June 20, 2012 2:00pm
Please, the fed will release some money, the only ones will feel the effect are the execs at the top who get to keep their million dollar salaries for creating profits in emerging nations. The same execs will pressure the government to let the forclosed houses go out in bulk and they will take their bonuses and create REO's to buy the below cost housing and create new F8 style slums in America. It's a closed loop system, only the greedy get to play the game.
June 20, 2012 1:15pm
The economic recovery isn't going to happen so quit looking for it -- President Bill Clinton informed the country that we would have to reduce our standard of living so the 3rd world (China, India, Brazil, etc.) could raise theirs.
June 20, 2012 12:43pm
The economy is not recovering because:
1. Very few have any extra income;
2. There is no way to borrow extra money;
3. Inflation;
4. Bush's Tax cuts and the payroll deduction cuts allow employers to not raise wages; and
4. Wages are being cut do to unemployment numbers.
Government needs to raise the minimum wage and stop reducing the payroll taxes so that people demand an increase in their wages due to the fact they cannot live on the money they make. Tax laws need to be changed so that corporations are forced to pay their underlyings more to avoid paying huge tax increases.
June 20, 2012 2:02pm
you got it, the only people who can borrow are the people who dont need it. And the only thing they do with it are equity leveraged buy-outs that get rid of more jobs.

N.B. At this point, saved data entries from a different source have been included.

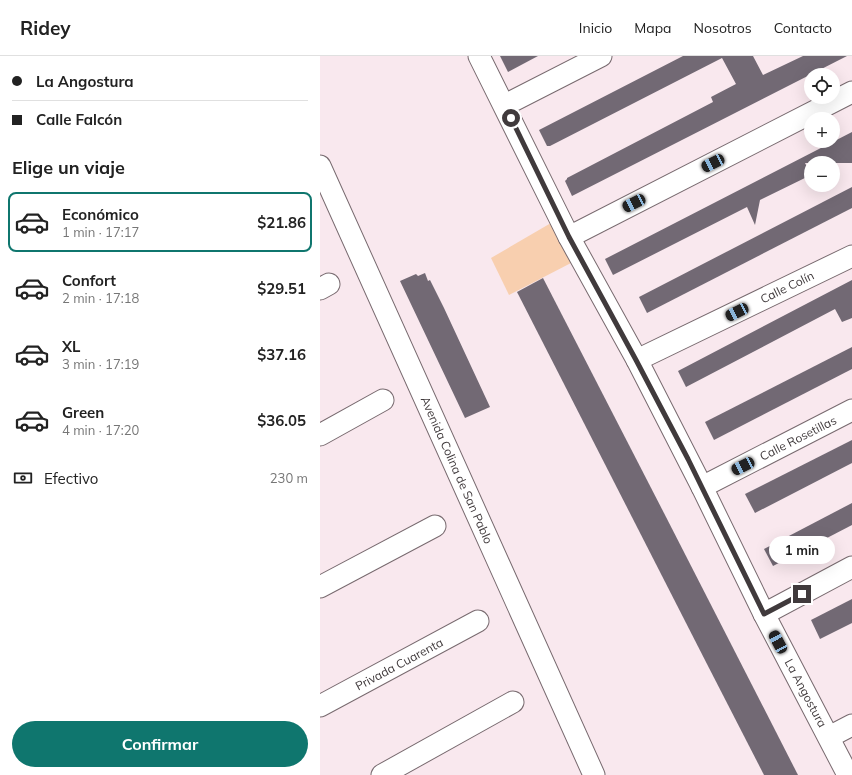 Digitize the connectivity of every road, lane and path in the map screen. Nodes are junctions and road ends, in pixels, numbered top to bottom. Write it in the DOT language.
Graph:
graph roads {
  1 [pos="479,56"];
  2 [pos="601,56"];
  3 [pos="852,92"];
  4 [pos="505,105"];
  5 [pos="320,166"];
  6 [pos="569,237"];
  7 [pos="852,256"];
  8 [pos="636,360"];
  9 [pos="383,400"];
  10 [pos="852,410"];
  11 [pos="320,435"];
  12 [pos="702,487"];
  13 [pos="434,526"];
  14 [pos="852,568"];
  15 [pos="320,587"];
  16 [pos="764,614"];
  17 [pos="478,621"];
  18 [pos="513,702"];
  19 [pos="320,706"];
  20 [pos="852,725"];
  21 [pos="829,737"];
  22 [pos="382,775"];
  23 [pos="594,775"];
  24 [pos="848,775"];
  1 -- 4 [label="street, La Angostura"];
  2 -- 4 [label="street"];
  3 -- 6 [label="street"];
  4 -- 6 [label="street, La Angostura"];
  5 -- 23 [label="street, Avenida Colina de San Pablo"];
  6 -- 8 [label="street, La Angostura"];
  7 -- 8 [label="street, Calle Colín"];
  8 -- 12 [label="street, La Angostura"];
  9 -- 11 [label="street"];
  10 -- 12 [label="street, Calle Rosetillas"];
  12 -- 16 [label="street, La Angostura"];
  13 -- 15 [label="street"];
  14 -- 16 [label="street"];
  16 -- 21 [label="street, La Angostura"];
  17 -- 19 [label="street, Privada Cuarenta"];
  18 -- 22 [label="street"];
  20 -- 21 [label="street"];
  21 -- 24 [label="street, La Angostura"];
}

The same people creating the disaster are the first to blame it on the laziness of those they disposed of.
June 20, 2012 11:31am
yeah the housing bubble hurt us badly but like all economist Baker ignors the elephant in the room,global free trade.He says we can restore properity by growth in our trade.Most of our big manufactures are overseas and this is causing the shortage of spending and decent wages and our big debt.Unfortunately blood sucking Republicans created this and conservative Democrats have gone along with free trade.The truth is we will never recover until we create a new manufacturing base or bring back our old one.This is not likely to happen because both parties only talk of the necessity of free trade like it is irreversable but like the Frankenstein monster it resembles it can be killed if we could get politicians elected who actually care about the good of the nation.Again not likely to happen as corporate money rules America and the airwaves.
June 20, 2012 11:10am
Find out how much did W's brother Neil made in the real estate bubble!